**Requirement**
Tally the lines in the records below that contain "渤海中路" and return only the result.

**Data under study**
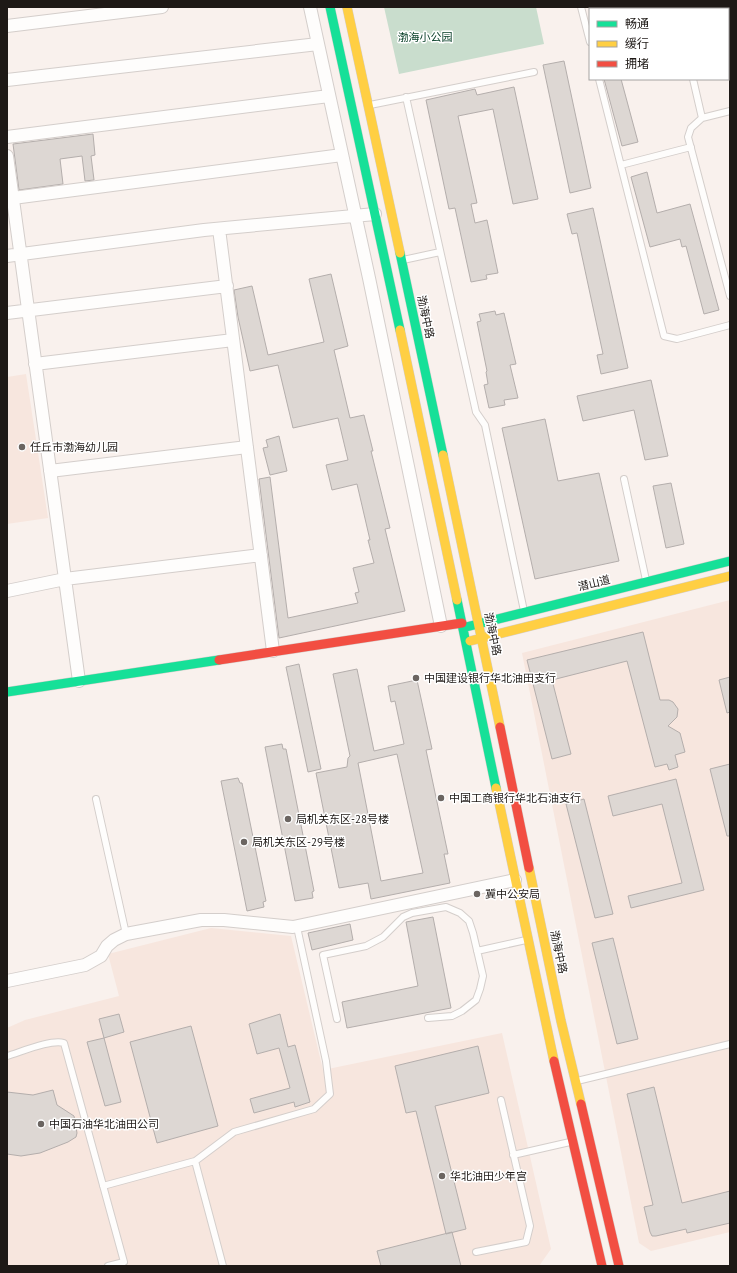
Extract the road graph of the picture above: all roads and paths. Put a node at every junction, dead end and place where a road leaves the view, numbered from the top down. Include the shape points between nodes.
1 (162, 7) edge
2 (310, 7) edge
3 (330, 7) edge
4 (347, 7) edge
5 (581, 7) edge
6 (7, 26) edge
7 (589, 38) edge
8 (318, 44) junction
9 (534, 72) dead end
10 (7, 80) edge
11 (599, 80) edge
12 (693, 80) edge
13 (329, 96) junction
14 (406, 97) junction
15 (368, 105) junction
16 (730, 111) edge
17 (702, 118) junction
18 (7, 137) edge
19 (691, 147) junction
20 (342, 155) junction
21 (7, 156) edge
22 (621, 165) junction
23 (13, 198) junction
24 (375, 214) junction
25 (356, 216) junction
26 (219, 229) junction
27 (440, 252) junction
28 (20, 254) junction
29 (7, 256) edge
30 (402, 260) junction
31 (226, 286) junction
32 (730, 296) edge
33 (28, 310) junction
34 (7, 313) edge
35 (730, 325) edge
36 (233, 340) junction
37 (36, 364) junction
38 (247, 447) junction
39 (50, 471) junction
40 (624, 479) dead end
41 (261, 555) junction
42 (730, 561) edge
43 (730, 576) edge
44 (65, 579) junction
45 (647, 582) junction
46 (7, 591) edge
47 (524, 612) junction
48 (479, 624) junction
49 (462, 625) junction
50 (441, 626) junction
51 (482, 638) junction
52 (466, 642) junction
53 (273, 651) junction
54 (79, 681) junction
55 (7, 692) edge
56 (96, 799) dead end
57 (515, 880) junction
58 (297, 927) junction
59 (126, 934) junction
60 (528, 940) junction
61 (477, 951) junction
62 (7, 980) edge
63 (337, 1018) dead end
64 (428, 1018) dead end
65 (730, 1044) edge
66 (7, 1056) edge
67 (576, 1082) junction
68 (501, 1100) dead end
69 (573, 1141) junction
70 (513, 1155) junction
71 (194, 1162) junction
72 (104, 1186) junction
73 (476, 1252) dead end
74 (108, 1266) edge
75 (223, 1266) edge
76 (602, 1266) edge
77 (619, 1266) edge

1 - 6 street
2 - 8 street
3 - 24 main road
4 - 15 main road, 渤海中路
5 - 7 lane
8 - 10 street
8 - 13 street
9 - 14 lane
11 - 22 lane
12 - 17 lane
13 - 18 street
13 - 20 street
14 - 15 lane
14 - 27 lane
15 - 30 main road, 渤海中路
16 - 17 lane
17 - 19 lane via 691,128 688,137
19 - 22 lane
19 - 32 lane
20 - 23 street
20 - 25 street
21 - 23 street
22 - 35 lane via 664,336 677,339
23 - 28 street
24 - 25 street
24 - 49 main road
25 - 26 street
25 - 50 street
26 - 28 street
26 - 31 street
27 - 30 lane
27 - 47 lane via 476,412 485,425
28 - 29 street
28 - 33 street
30 - 48 main road, 渤海中路
31 - 33 street
31 - 36 street
33 - 34 street
33 - 37 street
36 - 37 street
36 - 38 street
37 - 39 street
38 - 39 street
38 - 41 street
39 - 44 street
40 - 45 lane
41 - 44 street
41 - 53 street
42 - 45 main road, 潜山道
43 - 51 main road
44 - 46 street
44 - 54 street
45 - 47 main road, 潜山道
47 - 48 main road, 潜山道
48 - 49 main road, 潜山道
48 - 51 main road, 渤海中路
49 - 50 main road, 潜山道
49 - 52 main road
50 - 53 main road, 潜山道
51 - 52 main road
51 - 67 main road, 渤海中路 via 561,1021
52 - 57 main road
53 - 54 main road, 潜山道
54 - 55 main road, 潜山道
56 - 59 lane
57 - 58 street
57 - 60 main road
58 - 59 street via 201,920
58 - 71 lane via 326,1060 330,1094 314,1109 234,1132
59 - 62 street via 107,946 101,956 85,965
60 - 61 lane
60 - 69 main road
61 - 63 lane via 469,921 460,913 446,907 422,910 403,917 383,937 366,946 323,955
61 - 64 lane via 483,976 476,1000 452,1016
65 - 67 lane
66 - 72 lane via 59,1041 64,1043
67 - 77 main road, 渤海中路
68 - 70 lane
69 - 70 lane
69 - 76 main road
70 - 73 lane via 530,1226 528,1237 526,1242
71 - 72 lane
71 - 75 lane
72 - 74 lane via 124,1262

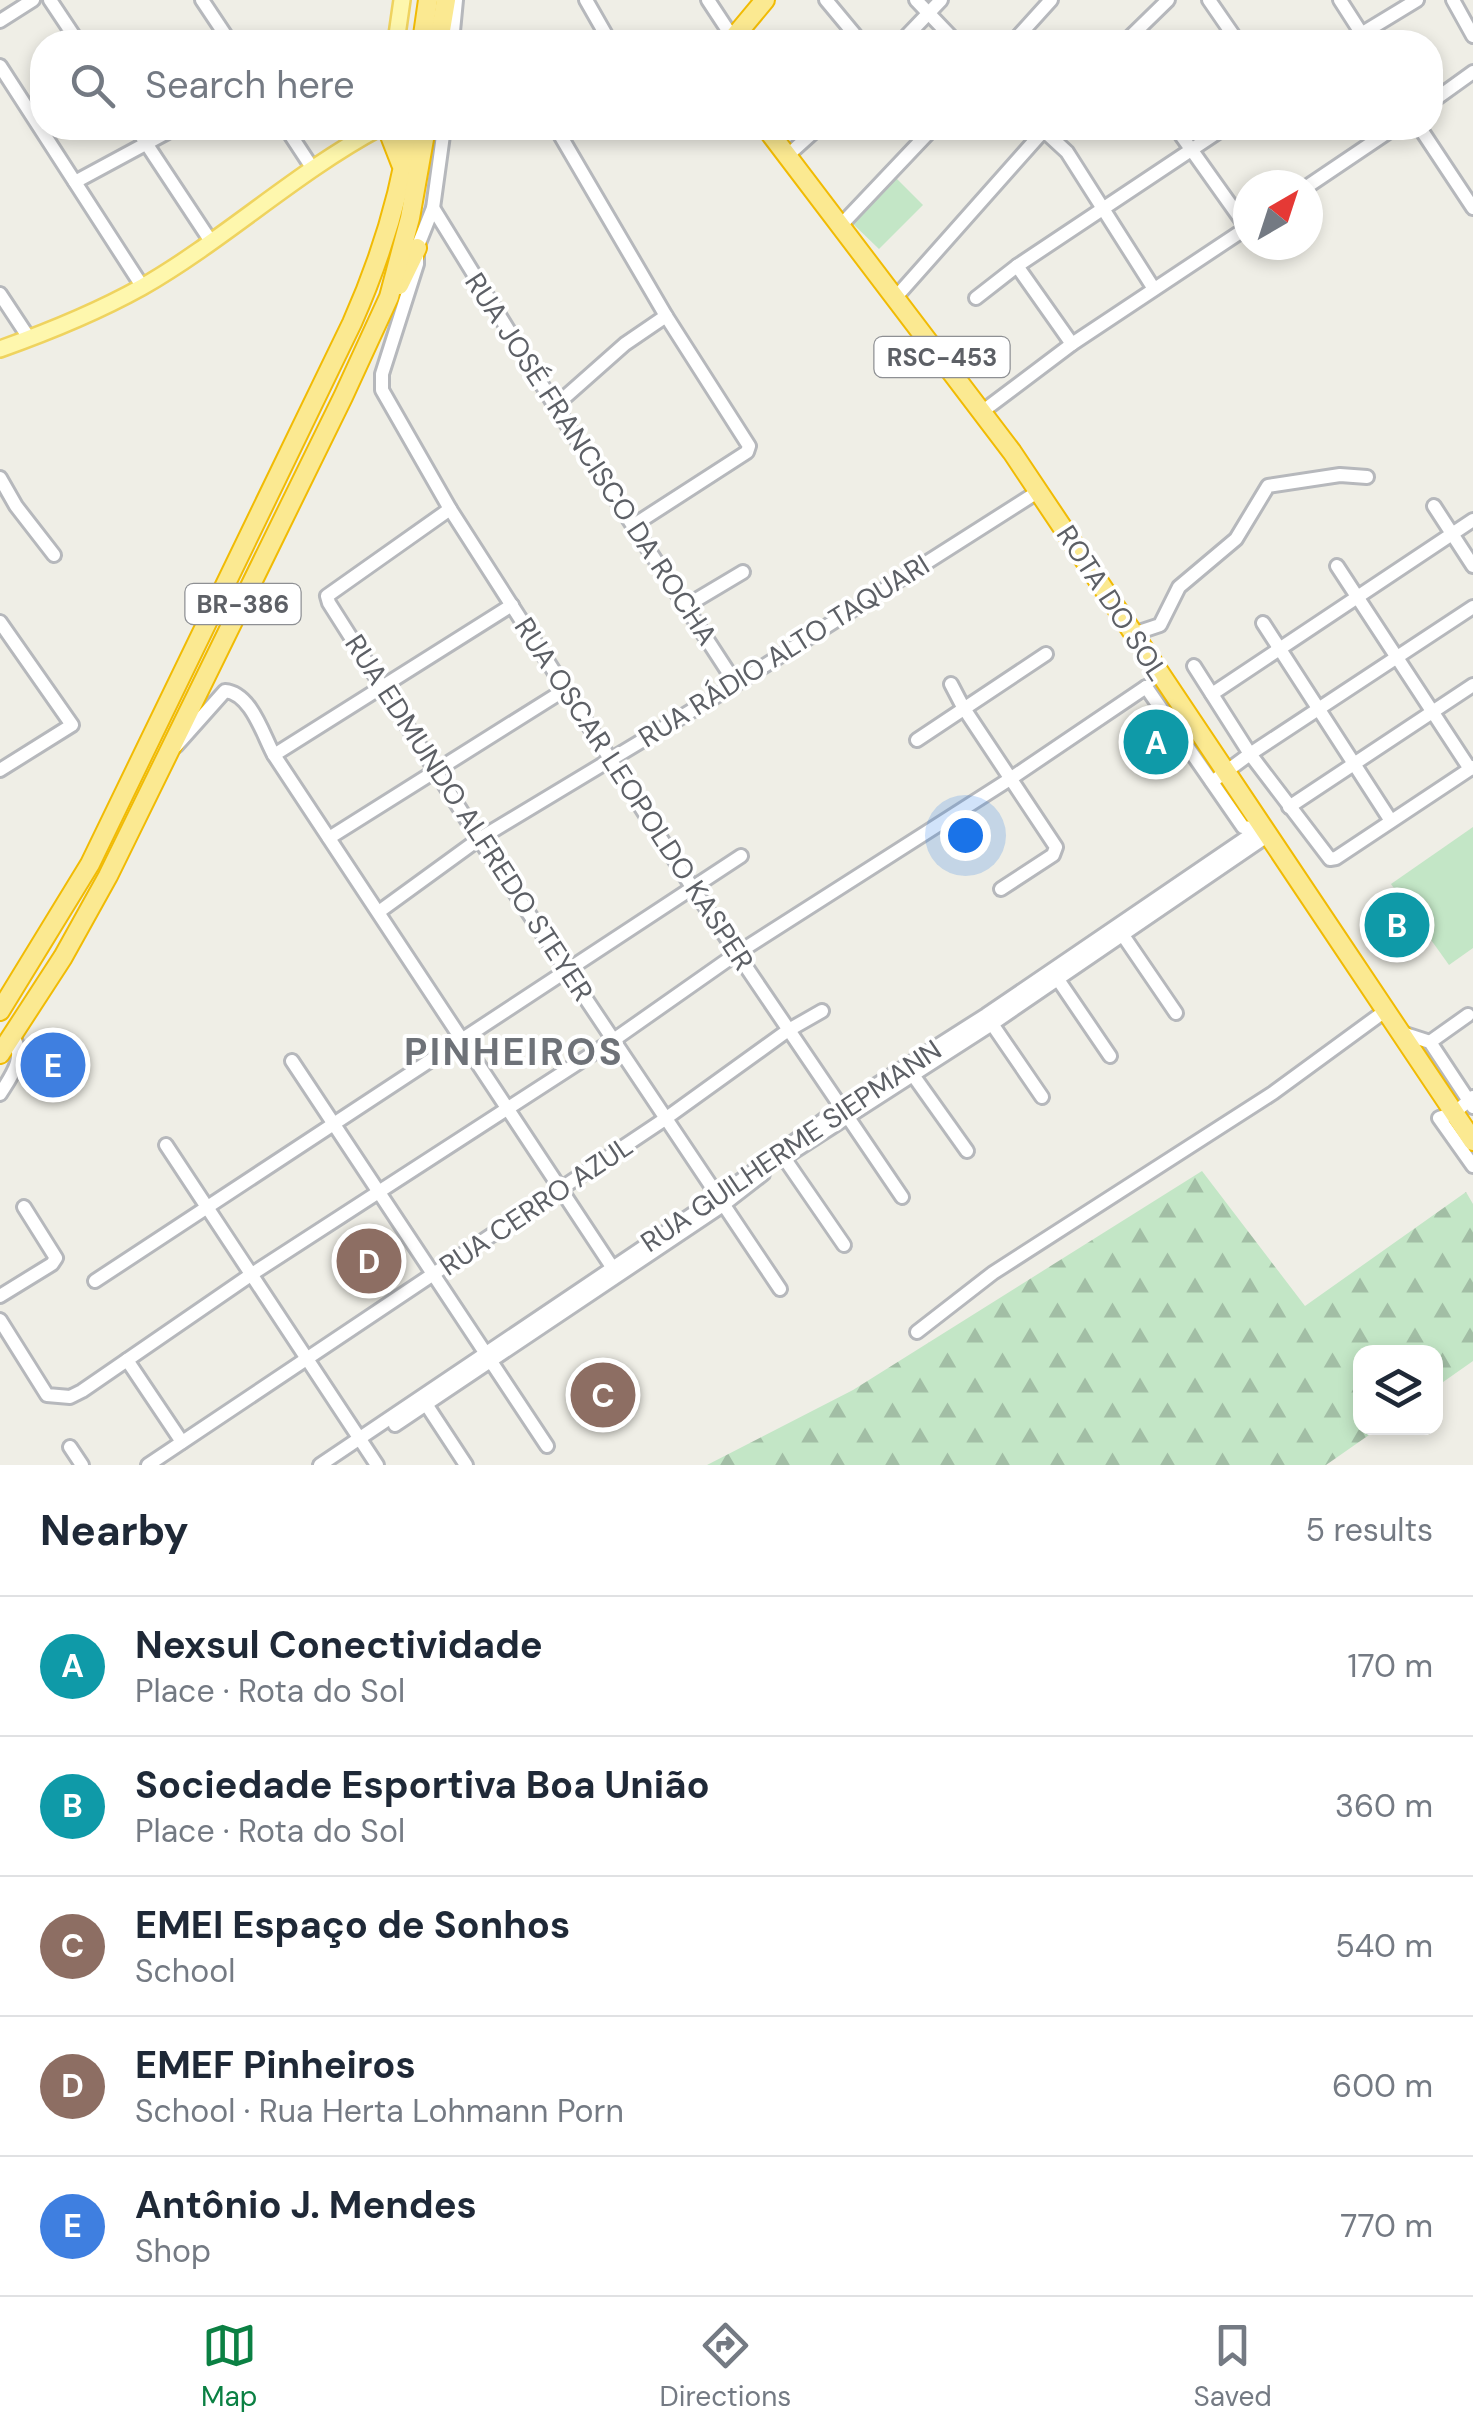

**Reply to the task**
6